Hold on, I’m not through yet: You and I belong to God, and since Satan, the current strong man who dominates this world and its inhabitants, hates God and every thing of God, we are included in that hatred. Jesus couldn’t have put it in any clearer terms:

“Since I picked you to live on God’s terms and no longer on the world’s terms, the world is going to hate you.” (John 15:19, Message)

Now that is tough to swallow, especially in our culture, where Christians have been brought up for the last couple generations on a steady diet of positive mental attitude pablum, seeker sensitive evangelism, and a church growth movement that tries everything in its power to make the unbeliever want to come to church. For the last thirty-plus years, a great many churches in the western word have placed more emphasis on making sinners comfortable than making committed disciples, which requires preaching Christ and him crucified. More energy and resources have been devoted to creative messaging and capturing the “cool factor” than cross-bearing discipleship.
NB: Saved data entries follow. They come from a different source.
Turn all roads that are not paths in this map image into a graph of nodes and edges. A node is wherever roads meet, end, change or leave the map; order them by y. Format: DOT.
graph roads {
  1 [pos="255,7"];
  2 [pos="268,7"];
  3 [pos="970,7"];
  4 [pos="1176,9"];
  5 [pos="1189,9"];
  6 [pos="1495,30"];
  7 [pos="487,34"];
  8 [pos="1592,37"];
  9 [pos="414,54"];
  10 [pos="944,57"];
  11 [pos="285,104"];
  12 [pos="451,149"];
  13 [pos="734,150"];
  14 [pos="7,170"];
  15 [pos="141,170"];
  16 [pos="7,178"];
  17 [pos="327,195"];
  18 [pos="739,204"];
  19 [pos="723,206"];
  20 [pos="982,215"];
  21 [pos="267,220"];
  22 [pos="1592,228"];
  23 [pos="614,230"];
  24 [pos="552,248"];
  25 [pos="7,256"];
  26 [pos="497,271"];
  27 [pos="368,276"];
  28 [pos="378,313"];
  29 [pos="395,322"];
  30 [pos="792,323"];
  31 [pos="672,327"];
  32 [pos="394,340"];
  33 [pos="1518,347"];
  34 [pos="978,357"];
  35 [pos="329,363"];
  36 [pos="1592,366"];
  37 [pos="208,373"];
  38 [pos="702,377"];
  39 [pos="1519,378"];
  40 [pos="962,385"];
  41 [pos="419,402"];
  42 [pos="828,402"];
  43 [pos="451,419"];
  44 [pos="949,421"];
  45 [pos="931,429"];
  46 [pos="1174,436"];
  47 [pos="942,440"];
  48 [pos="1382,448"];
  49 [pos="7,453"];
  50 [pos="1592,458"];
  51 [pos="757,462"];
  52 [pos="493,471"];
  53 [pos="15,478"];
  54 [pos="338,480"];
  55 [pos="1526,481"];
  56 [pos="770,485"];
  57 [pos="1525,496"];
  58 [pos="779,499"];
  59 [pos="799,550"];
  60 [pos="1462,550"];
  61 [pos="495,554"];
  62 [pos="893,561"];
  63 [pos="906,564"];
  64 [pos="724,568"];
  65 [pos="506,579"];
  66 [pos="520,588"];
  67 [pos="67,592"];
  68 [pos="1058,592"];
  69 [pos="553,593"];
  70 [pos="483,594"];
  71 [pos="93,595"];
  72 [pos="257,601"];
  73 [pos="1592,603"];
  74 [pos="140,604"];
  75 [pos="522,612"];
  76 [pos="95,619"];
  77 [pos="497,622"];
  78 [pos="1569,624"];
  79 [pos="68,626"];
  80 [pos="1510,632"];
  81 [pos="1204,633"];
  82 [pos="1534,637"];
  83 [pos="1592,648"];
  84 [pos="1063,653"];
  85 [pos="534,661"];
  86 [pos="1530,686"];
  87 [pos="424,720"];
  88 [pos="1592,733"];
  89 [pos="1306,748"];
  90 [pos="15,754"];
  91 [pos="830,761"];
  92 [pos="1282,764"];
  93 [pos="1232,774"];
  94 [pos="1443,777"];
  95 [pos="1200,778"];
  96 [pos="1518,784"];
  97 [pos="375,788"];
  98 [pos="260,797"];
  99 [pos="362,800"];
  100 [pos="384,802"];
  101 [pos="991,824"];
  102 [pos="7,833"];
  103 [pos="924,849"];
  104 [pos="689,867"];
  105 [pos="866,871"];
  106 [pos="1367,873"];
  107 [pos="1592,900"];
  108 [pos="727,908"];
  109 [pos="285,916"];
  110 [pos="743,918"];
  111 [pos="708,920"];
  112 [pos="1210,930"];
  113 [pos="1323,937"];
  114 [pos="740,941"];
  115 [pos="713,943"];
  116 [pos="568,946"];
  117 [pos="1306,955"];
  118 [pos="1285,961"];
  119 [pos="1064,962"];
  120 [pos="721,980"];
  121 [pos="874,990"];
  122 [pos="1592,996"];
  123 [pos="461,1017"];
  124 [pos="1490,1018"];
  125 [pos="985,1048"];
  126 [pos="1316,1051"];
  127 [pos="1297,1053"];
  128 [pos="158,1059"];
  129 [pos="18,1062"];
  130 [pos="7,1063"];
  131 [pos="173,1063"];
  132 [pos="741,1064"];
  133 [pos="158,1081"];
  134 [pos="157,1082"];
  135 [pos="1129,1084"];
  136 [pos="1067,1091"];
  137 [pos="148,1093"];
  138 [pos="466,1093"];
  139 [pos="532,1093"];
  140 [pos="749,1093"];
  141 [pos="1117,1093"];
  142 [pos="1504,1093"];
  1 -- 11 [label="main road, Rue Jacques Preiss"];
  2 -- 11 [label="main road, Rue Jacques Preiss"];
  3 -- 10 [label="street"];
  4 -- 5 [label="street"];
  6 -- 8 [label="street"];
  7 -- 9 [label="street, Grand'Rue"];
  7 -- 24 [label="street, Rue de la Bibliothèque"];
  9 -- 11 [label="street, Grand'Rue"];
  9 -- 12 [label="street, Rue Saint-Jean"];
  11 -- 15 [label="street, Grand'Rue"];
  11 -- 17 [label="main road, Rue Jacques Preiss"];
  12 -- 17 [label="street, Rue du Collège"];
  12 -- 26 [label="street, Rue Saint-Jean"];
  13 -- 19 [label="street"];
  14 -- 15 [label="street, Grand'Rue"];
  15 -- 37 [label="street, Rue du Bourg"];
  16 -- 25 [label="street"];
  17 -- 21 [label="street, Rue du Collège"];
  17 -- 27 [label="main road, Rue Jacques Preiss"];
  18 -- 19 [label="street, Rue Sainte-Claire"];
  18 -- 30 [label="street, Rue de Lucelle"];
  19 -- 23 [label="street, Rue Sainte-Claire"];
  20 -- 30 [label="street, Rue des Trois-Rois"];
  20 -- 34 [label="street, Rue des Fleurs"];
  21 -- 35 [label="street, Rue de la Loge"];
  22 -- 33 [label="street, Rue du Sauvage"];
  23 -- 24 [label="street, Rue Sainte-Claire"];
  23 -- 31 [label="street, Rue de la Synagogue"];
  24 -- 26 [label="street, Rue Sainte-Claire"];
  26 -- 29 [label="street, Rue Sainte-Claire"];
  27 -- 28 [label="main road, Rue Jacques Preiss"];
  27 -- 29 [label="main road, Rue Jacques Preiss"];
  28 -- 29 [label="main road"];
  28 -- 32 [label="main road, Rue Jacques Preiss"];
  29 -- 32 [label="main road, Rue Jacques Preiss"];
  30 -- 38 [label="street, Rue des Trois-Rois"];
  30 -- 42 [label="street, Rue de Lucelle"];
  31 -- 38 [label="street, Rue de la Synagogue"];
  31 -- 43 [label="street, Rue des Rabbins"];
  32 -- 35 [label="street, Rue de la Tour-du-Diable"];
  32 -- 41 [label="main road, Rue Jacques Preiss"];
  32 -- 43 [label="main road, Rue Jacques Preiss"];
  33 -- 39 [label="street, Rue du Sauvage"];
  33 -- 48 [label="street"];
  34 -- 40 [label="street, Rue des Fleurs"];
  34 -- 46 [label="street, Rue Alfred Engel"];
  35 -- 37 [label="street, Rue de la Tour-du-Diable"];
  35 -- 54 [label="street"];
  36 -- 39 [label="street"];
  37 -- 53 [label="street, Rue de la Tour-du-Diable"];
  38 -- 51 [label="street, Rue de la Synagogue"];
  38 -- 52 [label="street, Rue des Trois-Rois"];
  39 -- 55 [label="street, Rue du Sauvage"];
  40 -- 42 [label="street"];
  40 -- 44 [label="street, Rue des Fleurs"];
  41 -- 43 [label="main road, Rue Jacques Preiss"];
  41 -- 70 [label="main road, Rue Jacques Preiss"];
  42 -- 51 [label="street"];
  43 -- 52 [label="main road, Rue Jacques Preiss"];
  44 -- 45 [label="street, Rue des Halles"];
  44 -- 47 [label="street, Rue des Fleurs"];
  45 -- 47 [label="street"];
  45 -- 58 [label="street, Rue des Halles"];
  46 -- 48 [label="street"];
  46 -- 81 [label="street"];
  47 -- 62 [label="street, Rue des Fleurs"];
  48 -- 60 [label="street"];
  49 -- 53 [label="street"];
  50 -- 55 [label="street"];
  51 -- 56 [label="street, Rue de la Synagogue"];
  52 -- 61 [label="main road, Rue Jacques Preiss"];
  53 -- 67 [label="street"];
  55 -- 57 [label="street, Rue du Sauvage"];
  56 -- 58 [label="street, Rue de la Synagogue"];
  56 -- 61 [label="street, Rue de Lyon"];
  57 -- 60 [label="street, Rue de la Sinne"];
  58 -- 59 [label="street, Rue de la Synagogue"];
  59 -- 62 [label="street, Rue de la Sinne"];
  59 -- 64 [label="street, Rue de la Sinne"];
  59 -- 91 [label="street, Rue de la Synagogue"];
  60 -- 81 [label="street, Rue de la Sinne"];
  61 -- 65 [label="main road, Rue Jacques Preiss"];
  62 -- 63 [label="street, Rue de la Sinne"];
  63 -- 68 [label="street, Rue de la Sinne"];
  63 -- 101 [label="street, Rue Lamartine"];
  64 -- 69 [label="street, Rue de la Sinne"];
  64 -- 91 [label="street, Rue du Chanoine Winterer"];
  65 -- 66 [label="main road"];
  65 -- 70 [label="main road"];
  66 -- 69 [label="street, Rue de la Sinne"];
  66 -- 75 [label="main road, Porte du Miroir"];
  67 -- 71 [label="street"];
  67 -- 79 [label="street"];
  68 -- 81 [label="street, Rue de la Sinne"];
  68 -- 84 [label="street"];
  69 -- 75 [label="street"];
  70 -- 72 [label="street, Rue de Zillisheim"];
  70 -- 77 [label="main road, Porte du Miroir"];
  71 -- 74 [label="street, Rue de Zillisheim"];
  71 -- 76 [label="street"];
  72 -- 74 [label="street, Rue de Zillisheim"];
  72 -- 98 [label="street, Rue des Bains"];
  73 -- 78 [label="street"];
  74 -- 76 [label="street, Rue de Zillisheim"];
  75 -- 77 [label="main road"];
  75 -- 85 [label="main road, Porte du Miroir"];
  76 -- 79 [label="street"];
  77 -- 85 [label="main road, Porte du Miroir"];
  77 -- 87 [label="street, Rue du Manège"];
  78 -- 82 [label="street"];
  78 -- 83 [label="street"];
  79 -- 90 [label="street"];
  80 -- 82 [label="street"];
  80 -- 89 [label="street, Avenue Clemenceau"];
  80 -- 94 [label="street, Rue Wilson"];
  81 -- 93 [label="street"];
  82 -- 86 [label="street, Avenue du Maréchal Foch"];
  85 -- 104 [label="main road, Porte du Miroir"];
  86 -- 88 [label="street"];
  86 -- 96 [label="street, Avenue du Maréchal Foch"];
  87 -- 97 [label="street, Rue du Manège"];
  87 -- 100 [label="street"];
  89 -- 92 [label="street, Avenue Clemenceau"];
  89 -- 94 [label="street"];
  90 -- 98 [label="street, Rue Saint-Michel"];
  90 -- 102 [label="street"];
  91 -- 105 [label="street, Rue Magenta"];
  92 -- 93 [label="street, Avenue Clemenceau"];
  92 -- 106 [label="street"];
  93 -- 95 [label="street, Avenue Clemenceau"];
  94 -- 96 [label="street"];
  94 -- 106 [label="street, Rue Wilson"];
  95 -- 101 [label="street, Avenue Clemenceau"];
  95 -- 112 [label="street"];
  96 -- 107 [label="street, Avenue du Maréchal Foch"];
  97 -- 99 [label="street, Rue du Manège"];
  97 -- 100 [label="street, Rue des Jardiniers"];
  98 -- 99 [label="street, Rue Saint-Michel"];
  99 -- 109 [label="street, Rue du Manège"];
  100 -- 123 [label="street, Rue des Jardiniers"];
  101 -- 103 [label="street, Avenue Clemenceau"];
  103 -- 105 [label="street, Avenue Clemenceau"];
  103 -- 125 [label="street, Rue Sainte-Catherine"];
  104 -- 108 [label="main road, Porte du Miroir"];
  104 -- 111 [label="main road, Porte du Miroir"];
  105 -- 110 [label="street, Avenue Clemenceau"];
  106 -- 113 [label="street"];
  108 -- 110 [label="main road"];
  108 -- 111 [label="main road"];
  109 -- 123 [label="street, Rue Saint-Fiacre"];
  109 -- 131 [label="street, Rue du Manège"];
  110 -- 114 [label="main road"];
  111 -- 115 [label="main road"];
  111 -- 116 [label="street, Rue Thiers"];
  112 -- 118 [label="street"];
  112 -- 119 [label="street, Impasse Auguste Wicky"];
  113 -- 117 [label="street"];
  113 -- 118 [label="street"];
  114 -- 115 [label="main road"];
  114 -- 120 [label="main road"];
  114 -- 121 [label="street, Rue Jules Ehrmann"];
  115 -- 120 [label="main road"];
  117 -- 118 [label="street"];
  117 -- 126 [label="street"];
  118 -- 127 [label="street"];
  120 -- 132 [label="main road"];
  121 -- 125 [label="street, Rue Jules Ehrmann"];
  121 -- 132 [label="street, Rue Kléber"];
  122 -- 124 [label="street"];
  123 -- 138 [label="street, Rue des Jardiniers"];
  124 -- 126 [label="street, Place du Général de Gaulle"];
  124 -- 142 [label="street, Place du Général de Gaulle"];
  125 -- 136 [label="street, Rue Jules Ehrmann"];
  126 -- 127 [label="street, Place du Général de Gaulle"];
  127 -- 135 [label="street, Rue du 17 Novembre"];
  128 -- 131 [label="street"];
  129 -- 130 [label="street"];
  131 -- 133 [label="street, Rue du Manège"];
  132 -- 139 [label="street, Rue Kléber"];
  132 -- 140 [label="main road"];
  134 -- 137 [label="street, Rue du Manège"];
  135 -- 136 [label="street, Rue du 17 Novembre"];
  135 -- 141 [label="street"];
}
Don’t believe me? Just walk into any number of church lobbies, and you will feel like you are in a Starbucks rather than a sanctuary’s vestibule. When the service starts, listen to the music and you will think you are listening to America’s Top 40 in a sea of fans enjoying a rock concert rather than among engaged worshipers offering up the sacrifice of praise to please their God. Sit through a sermon and you will think you have just listened to a cross between a late night talk show host and a self-help guru, They will help you to smile your way in seven easy steps to your best life now. Check out the altar call at the end of the message, if there even is one, and you will think people have just signed up for a thirty-day free trial of Netflix rather than surrendering the rest of the lives to Jesus Christ.

What you are unlikely to find, though, is any talk of sin—it just makes people feel too uncomfortable. You may not hear words like “repentance” or “surrender” or “obedience” or “Lordship”—it may just scare the pre-Christians away. What you are going to hear, however, is what I would call a Burger King Christianity—you know, the kind that says, “special orders don’t upset us…have it your way.”

Now listen, I am not just a grouchy, out-of-touch, aging pastor—okay, I am at least one of those. I don’t think preachers ought to go out of their way to be offensive. I do believe that churches ought to think creatively about reaching the disinterested and hostile in their community. I love excellence, and think the church service out to be a first class affair—we are worshiping the King of kings after all. And by all means, believers ought to do what that can to build bridges to the lost people in their lives.

But our job is neither to impress the world by trying to be a cool version of it or to tell it that everything is mostly okay with it—except for a few minor adjustments. Our job is to talk about the Good News that Jesus died for our sin—sin that separates us and makes us hostile to a holy God. Once we deal with the sin issue through proclaiming the truth in grace and love, inviting sinners back to God through the repentance of sin and calling them into a surrendered lifestyle of committed, cross-bearing discipleship, both we and the sinners we help to rescue will realize that what we have found is something more satisfying, more valuable, more positive by far than anything this world can provide—the pearl of great price!

Quit worrying about whether the world will like you or not. It won’t—that is guaranteed. If you belong to Jesus, you will be hated, but that is okay, because you will be loved by God. And that is all that matters.

“Jesus Christ did not say, ‘Go into the world and tell the world that it is quite right.’” (C.S. Lewis)

Getting To Know Jesus: How much have you bought into the mentality that your job is to get the world to like you? Ask God to help you jettison that unhealthy need from your life. And take a moment to meditate on I John 2:15 (NLT): “Do not love this world nor the things it offers you, for when you love the world, you do not have the love of the Father in you.”